(Exercise objective): Once you have reviewed the listing below, restate it word for word.

(Exercise inputs):
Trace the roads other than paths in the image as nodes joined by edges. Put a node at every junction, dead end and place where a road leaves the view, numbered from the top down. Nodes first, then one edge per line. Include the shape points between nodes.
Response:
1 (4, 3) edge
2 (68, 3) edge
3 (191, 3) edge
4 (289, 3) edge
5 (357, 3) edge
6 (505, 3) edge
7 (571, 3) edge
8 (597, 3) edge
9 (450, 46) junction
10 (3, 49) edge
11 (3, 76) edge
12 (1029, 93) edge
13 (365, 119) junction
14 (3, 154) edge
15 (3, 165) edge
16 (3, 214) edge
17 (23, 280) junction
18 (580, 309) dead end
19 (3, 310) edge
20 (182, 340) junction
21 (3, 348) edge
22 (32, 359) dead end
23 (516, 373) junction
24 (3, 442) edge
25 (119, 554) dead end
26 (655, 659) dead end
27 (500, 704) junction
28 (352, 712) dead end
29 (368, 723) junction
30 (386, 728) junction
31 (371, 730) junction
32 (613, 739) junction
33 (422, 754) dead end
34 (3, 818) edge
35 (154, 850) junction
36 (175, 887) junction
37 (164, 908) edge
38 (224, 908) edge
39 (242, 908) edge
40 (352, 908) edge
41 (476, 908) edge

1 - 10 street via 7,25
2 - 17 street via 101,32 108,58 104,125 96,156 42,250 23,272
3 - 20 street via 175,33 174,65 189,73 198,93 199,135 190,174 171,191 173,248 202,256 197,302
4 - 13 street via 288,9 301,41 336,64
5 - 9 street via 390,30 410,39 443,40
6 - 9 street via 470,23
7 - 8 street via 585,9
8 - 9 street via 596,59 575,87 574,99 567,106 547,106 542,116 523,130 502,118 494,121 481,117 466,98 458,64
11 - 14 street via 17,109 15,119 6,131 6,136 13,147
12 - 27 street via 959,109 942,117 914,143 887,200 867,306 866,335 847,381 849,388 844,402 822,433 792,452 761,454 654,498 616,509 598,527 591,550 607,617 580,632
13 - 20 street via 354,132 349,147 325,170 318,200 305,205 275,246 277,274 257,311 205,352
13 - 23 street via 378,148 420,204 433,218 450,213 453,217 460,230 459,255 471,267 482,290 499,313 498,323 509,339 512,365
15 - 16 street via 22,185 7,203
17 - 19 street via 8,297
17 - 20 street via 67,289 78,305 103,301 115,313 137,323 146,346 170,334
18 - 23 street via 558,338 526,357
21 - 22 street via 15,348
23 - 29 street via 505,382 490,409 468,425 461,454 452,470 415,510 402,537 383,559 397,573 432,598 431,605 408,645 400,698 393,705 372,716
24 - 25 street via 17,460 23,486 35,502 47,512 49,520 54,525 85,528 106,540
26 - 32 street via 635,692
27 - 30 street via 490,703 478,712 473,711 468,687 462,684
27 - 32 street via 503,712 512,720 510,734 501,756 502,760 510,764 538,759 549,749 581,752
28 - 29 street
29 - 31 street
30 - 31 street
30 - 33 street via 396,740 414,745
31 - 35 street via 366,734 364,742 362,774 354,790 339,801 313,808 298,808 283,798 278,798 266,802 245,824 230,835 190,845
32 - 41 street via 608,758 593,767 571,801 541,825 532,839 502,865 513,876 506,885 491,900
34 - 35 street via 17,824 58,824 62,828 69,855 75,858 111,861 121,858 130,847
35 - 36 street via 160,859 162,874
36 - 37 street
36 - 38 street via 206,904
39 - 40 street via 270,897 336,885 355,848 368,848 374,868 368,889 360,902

(Response to this task):
Trace the roads other than paths in the image as nodes joined by edges. Put a node at every junction, dead end and place where a road leaves the view, numbered from the top down. Nodes first, then one edge per line. Include the shape points between nodes.
Response:
1 (4, 3) edge
2 (68, 3) edge
3 (191, 3) edge
4 (289, 3) edge
5 (357, 3) edge
6 (505, 3) edge
7 (571, 3) edge
8 (597, 3) edge
9 (450, 46) junction
10 (3, 49) edge
11 (3, 76) edge
12 (1029, 93) edge
13 (365, 119) junction
14 (3, 154) edge
15 (3, 165) edge
16 (3, 214) edge
17 (23, 280) junction
18 (580, 309) dead end
19 (3, 310) edge
20 (182, 340) junction
21 (3, 348) edge
22 (32, 359) dead end
23 (516, 373) junction
24 (3, 442) edge
25 (119, 554) dead end
26 (655, 659) dead end
27 (500, 704) junction
28 (352, 712) dead end
29 (368, 723) junction
30 (386, 728) junction
31 (371, 730) junction
32 (613, 739) junction
33 (422, 754) dead end
34 (3, 818) edge
35 (154, 850) junction
36 (175, 887) junction
37 (164, 908) edge
38 (224, 908) edge
39 (242, 908) edge
40 (352, 908) edge
41 (476, 908) edge

1 - 10 street via 7,25
2 - 17 street via 101,32 108,58 104,125 96,156 42,250 23,272
3 - 20 street via 175,33 174,65 189,73 198,93 199,135 190,174 171,191 173,248 202,256 197,302
4 - 13 street via 288,9 301,41 336,64
5 - 9 street via 390,30 410,39 443,40
6 - 9 street via 470,23
7 - 8 street via 585,9
8 - 9 street via 596,59 575,87 574,99 567,106 547,106 542,116 523,130 502,118 494,121 481,117 466,98 458,64
11 - 14 street via 17,109 15,119 6,131 6,136 13,147
12 - 27 street via 959,109 942,117 914,143 887,200 867,306 866,335 847,381 849,388 844,402 822,433 792,452 761,454 654,498 616,509 598,527 591,550 607,617 580,632
13 - 20 street via 354,132 349,147 325,170 318,200 305,205 275,246 277,274 257,311 205,352
13 - 23 street via 378,148 420,204 433,218 450,213 453,217 460,230 459,255 471,267 482,290 499,313 498,323 509,339 512,365
15 - 16 street via 22,185 7,203
17 - 19 street via 8,297
17 - 20 street via 67,289 78,305 103,301 115,313 137,323 146,346 170,334
18 - 23 street via 558,338 526,357
21 - 22 street via 15,348
23 - 29 street via 505,382 490,409 468,425 461,454 452,470 415,510 402,537 383,559 397,573 432,598 431,605 408,645 400,698 393,705 372,716
24 - 25 street via 17,460 23,486 35,502 47,512 49,520 54,525 85,528 106,540
26 - 32 street via 635,692
27 - 30 street via 490,703 478,712 473,711 468,687 462,684
27 - 32 street via 503,712 512,720 510,734 501,756 502,760 510,764 538,759 549,749 581,752
28 - 29 street
29 - 31 street
30 - 31 street
30 - 33 street via 396,740 414,745
31 - 35 street via 366,734 364,742 362,774 354,790 339,801 313,808 298,808 283,798 278,798 266,802 245,824 230,835 190,845
32 - 41 street via 608,758 593,767 571,801 541,825 532,839 502,865 513,876 506,885 491,900
34 - 35 street via 17,824 58,824 62,828 69,855 75,858 111,861 121,858 130,847
35 - 36 street via 160,859 162,874
36 - 37 street
36 - 38 street via 206,904
39 - 40 street via 270,897 336,885 355,848 368,848 374,868 368,889 360,902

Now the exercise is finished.